Thoughts and prayers are with you Tim. I am very sorry for your loss. I will miss hearing the stories your father told.


----------



## X Hunter (Jan 11, 2007)

Thoughts and prayers sent your way... If you need anything just call...

Brad


----------



## psargeant (Aug 1, 2004)

Condolences on your loss Tim. We will surely miss your dad and remember his friendly demeanor...

From my family to yours, you will be in our prayers...

If there is anything I can do to help, you simply have to ask...


----------



## NCMikey (Nov 21, 2008)

Tim my thoughts and prayers go out to you and your family.


----------



## WrongdayJ (May 22, 2008)

I am very sorry to hear about your loss, Tim.

You and your family will be in our thoughts and prayers.


----------



## jarlicker (Jul 29, 2002)

Mr. Eaton has crossed the great divide. His warmth, kindness and his joy for good fellowship will always be remembered. I continue to praise the entire Eaton Family for allowing all my fellow archers with open arms to come and enjoy the family farm and archery range. I continue to pray for the Eaton Family. I consider them all my good friends. 

William Eaton I am truelly blessed to have spent time with you.
Continue on looking over us all.
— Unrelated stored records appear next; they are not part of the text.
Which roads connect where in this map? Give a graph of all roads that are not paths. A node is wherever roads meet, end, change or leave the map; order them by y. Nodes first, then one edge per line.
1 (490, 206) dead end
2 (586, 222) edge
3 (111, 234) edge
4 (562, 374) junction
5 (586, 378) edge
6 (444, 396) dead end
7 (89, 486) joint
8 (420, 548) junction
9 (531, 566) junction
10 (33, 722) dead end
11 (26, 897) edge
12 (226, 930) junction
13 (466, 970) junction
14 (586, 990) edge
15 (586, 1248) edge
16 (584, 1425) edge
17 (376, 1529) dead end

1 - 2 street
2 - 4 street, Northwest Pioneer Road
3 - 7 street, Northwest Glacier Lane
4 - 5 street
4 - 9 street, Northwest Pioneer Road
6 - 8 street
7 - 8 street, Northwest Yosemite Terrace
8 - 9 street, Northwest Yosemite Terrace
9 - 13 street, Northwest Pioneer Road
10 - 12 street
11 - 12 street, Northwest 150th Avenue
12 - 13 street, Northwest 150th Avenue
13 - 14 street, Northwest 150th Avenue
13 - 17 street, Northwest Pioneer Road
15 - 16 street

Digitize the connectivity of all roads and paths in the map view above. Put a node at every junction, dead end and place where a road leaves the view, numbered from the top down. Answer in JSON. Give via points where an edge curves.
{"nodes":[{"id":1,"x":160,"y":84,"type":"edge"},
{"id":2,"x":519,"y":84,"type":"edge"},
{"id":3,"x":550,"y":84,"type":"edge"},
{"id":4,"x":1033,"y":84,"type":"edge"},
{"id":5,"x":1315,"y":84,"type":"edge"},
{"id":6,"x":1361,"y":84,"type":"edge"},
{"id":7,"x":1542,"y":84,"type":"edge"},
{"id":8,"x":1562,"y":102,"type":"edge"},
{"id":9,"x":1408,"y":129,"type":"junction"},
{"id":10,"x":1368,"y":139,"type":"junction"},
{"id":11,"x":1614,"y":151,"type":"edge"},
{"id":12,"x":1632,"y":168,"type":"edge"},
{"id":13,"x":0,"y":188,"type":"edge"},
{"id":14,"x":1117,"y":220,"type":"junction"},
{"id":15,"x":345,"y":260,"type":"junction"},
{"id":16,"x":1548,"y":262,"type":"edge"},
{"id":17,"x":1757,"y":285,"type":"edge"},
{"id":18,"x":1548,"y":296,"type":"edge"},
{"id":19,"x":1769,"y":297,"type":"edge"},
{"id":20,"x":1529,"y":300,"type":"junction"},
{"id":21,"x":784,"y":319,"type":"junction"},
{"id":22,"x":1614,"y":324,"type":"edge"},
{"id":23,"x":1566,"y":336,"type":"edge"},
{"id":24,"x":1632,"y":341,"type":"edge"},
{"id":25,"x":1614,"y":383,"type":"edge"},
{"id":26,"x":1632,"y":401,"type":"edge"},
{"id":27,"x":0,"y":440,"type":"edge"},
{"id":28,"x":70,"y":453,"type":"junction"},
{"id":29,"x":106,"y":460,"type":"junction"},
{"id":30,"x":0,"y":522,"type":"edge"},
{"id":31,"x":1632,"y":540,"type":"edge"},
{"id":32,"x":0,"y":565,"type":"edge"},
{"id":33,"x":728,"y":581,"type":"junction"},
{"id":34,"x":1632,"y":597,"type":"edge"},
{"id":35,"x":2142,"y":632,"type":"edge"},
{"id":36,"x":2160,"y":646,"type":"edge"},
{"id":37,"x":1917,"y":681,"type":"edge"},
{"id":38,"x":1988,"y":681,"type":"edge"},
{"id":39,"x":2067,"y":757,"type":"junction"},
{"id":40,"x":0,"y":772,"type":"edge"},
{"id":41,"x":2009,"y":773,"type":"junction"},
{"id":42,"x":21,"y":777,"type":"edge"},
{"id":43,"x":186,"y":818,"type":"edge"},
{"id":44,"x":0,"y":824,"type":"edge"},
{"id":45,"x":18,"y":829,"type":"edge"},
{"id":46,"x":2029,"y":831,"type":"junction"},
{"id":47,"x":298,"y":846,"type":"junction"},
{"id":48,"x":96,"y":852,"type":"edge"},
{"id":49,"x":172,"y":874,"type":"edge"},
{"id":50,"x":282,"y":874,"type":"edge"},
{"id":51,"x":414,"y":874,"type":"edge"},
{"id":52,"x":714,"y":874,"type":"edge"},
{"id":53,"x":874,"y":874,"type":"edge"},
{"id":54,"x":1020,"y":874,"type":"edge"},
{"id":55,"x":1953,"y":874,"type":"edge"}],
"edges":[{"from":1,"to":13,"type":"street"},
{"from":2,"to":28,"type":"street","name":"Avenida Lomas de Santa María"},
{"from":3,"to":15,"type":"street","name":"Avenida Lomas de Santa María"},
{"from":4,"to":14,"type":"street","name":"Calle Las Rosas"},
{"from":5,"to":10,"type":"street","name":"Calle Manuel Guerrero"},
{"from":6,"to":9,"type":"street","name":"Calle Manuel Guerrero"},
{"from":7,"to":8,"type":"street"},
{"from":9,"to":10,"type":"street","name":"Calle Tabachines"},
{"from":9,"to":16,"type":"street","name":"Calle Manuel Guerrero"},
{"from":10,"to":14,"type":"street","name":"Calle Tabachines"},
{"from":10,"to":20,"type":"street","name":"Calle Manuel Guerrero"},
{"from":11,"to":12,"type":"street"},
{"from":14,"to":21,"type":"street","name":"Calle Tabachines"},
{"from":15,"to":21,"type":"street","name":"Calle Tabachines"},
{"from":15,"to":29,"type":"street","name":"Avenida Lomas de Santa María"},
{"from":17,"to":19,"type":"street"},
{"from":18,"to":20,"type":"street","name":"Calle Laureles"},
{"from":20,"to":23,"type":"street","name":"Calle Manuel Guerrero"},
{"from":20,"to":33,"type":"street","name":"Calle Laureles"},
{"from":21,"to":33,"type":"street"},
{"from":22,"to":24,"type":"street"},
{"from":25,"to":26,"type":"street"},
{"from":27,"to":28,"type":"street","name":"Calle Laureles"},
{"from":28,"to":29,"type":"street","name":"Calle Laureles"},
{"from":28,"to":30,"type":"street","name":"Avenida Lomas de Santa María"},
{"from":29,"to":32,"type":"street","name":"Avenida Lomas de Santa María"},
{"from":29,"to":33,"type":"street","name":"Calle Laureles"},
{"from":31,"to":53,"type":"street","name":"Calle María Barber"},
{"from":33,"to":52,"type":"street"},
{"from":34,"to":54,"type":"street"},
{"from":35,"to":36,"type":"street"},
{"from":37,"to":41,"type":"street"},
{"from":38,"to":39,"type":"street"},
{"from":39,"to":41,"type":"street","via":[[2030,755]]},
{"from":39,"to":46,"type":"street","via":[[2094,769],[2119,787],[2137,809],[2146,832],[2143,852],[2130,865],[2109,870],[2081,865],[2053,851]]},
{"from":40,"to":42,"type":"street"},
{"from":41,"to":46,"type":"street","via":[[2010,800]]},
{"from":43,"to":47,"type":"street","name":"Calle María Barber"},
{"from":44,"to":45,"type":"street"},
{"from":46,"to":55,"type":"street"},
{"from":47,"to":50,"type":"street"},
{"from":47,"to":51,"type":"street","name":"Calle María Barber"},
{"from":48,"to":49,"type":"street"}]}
I know your fishing creel will be over flowing with bountyful catches. Your stories will remain with our memories.
Carry on!


----------



## south-paaw (Jul 3, 2006)

Tim, thoughts and prayers sent... so sorry to hear of your loss.


----------



## SNAPTHIS (Jan 16, 2003)

*Tim*

Tim, sorry to hear about your father. Prayers for you and your family,Mark Trombley


----------



## treaton (Jul 21, 2006)

*Thank you*

Times like these are made easier by the words of comfort and support expressed by my friends here on AT. Thank you all.

For those of you who may be interested in hearing one of the last sermons my dad preached, I have made it available for download here:http://www.4shared.com/file/146097390/6747d04b/TIM_EATONS_DAD_SERMON_MP3_MASTER.html


----------



## treeman65 (Nov 24, 2005)

sorry to hear this. He definitly was a great man and will not be forgotten. prayers for Tim and family.


----------



## 1stRockinArcher (Dec 30, 2002)

Tim you and your family will be in our prayers.

Chris


----------



## Mark A. Jones (Dec 11, 2006)

Tim, my thoughts and prays go out to you and your family. May God give you and your mother the grace that you need to get through this tough time. As I was pondering how to respond the Lord sent me to this passage of Scripture.

Psalm 23
1. The Lord is my shepherd; I shall not want.
2. He maketh me to lie down in green pastures: he leadeth me beside the still waters.
3. He restoreth my soul: he leadeth me in the pathes of righteousness for his name's sake.
4. Yea, though I walk through the valley of the shadow of death, I will fear no evil: for thou art with me; thy rod and thy staff they comfort me.
5. Thou preparest a table before me in the presence of mine enemies: thou anointest my head with oil; my cup runneth over.
6. Surely goodness and mercy shall follow me all the days of my life: and I will dwell in the house of the Lord for ever.

If you and your father and mother are saved by the grace of God, this is not a time of saying goodbye. This is a time of saying see you later. We will be united once more in heaven.


----------



## cav84 (Apr 20, 2006)

Tim, you and yours will be in my prayers.


----------



## jarlicker (Jul 29, 2002)

Mark trust me there are no doubts.


----------



## pragmatic_lee (Jan 19, 2008)

Memorial service Sunday 11/15 @ 4:00 PM

Forbush Baptist Church
3917 Old Us Hwy 421
Yadkinville, NC 27055


----------